INFORMATION GIVEN:
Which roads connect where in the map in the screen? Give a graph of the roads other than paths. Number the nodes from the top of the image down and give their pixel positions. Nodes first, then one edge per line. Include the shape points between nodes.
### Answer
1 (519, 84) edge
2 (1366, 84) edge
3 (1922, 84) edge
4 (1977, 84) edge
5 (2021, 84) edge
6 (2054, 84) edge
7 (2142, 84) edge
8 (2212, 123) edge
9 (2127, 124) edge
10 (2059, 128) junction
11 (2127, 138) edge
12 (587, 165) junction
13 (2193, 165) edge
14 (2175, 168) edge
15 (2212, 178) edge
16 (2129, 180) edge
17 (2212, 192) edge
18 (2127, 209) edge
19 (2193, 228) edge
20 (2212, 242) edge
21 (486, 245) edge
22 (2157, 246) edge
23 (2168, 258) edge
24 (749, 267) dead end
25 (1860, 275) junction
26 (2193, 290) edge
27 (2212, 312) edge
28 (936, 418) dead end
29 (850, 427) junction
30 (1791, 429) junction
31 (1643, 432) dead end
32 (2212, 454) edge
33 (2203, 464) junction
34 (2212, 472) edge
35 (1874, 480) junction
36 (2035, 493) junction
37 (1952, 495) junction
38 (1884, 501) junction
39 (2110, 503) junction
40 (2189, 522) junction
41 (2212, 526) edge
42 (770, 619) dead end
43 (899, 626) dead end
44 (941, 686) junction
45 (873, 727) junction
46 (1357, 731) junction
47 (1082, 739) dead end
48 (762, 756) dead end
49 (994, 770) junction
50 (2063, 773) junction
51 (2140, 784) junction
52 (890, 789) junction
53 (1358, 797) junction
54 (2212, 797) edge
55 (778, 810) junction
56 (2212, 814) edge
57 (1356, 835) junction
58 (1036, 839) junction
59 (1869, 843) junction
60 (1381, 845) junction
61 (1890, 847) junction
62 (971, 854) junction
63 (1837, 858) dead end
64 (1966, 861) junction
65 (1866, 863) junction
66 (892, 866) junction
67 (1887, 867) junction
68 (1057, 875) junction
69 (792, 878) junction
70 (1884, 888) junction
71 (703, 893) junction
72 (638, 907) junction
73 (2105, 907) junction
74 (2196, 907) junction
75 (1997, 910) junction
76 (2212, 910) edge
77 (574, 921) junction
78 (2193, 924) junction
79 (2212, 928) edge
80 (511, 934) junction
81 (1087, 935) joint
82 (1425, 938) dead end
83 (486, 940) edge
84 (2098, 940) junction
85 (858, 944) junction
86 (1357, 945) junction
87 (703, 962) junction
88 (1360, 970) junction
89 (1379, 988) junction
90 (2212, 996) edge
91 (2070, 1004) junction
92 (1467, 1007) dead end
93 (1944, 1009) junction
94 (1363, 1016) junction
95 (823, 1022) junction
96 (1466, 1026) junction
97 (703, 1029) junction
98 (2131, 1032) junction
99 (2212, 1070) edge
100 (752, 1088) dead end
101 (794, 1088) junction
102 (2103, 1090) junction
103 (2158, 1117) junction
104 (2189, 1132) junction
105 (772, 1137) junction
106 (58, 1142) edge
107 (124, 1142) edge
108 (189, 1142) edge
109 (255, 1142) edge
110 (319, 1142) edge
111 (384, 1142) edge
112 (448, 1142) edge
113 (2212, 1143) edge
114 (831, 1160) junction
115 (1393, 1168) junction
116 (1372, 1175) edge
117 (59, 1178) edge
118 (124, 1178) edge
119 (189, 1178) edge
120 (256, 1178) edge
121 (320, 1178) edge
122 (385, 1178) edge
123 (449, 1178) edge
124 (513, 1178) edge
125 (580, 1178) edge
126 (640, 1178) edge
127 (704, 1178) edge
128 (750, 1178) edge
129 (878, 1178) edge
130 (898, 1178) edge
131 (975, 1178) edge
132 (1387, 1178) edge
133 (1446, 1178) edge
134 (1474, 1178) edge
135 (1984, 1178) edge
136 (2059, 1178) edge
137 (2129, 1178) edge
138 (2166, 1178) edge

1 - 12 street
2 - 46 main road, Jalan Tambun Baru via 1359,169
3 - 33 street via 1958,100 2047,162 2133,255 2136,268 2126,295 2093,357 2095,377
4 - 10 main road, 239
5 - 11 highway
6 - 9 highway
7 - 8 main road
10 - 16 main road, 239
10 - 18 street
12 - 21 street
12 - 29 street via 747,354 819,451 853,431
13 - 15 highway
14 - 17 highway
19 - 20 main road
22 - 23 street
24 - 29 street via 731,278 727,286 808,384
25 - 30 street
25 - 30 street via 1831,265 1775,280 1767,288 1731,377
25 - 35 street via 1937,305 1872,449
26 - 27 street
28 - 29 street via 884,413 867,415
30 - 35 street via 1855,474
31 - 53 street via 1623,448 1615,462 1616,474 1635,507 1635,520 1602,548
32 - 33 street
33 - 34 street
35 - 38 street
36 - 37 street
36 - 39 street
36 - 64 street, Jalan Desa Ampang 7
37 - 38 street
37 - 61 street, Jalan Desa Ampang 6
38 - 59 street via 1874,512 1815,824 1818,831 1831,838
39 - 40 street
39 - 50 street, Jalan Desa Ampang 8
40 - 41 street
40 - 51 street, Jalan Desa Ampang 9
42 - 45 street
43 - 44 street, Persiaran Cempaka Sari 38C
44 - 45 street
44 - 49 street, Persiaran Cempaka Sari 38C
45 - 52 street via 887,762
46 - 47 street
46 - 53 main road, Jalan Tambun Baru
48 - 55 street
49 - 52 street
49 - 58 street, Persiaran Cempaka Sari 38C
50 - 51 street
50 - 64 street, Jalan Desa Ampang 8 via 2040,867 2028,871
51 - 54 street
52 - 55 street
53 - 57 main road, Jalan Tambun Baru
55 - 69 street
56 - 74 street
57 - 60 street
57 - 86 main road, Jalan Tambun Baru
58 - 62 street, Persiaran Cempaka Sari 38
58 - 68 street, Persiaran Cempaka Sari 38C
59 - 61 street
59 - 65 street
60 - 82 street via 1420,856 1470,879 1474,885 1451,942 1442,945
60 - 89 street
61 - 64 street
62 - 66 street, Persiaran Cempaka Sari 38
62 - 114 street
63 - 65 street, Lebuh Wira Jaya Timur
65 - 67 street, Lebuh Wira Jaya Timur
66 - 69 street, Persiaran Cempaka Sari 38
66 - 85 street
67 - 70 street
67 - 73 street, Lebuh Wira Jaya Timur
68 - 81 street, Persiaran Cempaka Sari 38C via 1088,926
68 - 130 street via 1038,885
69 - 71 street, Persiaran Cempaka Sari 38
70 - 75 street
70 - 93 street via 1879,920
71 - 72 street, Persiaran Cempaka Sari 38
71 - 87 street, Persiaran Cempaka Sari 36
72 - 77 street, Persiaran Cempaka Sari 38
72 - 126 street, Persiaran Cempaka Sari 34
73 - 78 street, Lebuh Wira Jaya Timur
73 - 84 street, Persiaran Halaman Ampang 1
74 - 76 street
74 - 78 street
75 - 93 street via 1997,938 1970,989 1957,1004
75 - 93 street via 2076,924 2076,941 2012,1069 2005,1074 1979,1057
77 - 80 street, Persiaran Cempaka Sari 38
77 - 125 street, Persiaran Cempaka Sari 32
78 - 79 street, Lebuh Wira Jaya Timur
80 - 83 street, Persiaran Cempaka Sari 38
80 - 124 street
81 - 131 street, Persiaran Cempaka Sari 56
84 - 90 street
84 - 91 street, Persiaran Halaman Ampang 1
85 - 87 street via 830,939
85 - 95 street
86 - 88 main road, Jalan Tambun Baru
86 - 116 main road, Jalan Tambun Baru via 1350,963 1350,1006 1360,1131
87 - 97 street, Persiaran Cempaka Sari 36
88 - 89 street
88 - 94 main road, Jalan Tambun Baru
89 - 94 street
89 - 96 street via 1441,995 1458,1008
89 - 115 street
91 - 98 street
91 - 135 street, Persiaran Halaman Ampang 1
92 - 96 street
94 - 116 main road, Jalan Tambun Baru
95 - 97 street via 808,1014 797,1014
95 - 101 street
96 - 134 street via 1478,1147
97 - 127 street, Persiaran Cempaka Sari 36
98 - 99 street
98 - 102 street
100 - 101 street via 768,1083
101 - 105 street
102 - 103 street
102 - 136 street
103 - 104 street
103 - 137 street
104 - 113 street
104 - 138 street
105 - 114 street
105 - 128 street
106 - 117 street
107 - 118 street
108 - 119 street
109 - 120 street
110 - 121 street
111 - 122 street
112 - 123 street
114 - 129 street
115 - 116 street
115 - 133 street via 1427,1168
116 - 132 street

WORK INSTRUCTION:
Every line in the records above that contains the word "Desa" should be copied out.

TASK ANSWER:
36 - 64 street, Jalan Desa Ampang 7
37 - 61 street, Jalan Desa Ampang 6
39 - 50 street, Jalan Desa Ampang 8
40 - 51 street, Jalan Desa Ampang 9
50 - 64 street, Jalan Desa Ampang 8 via 2040,867 2028,871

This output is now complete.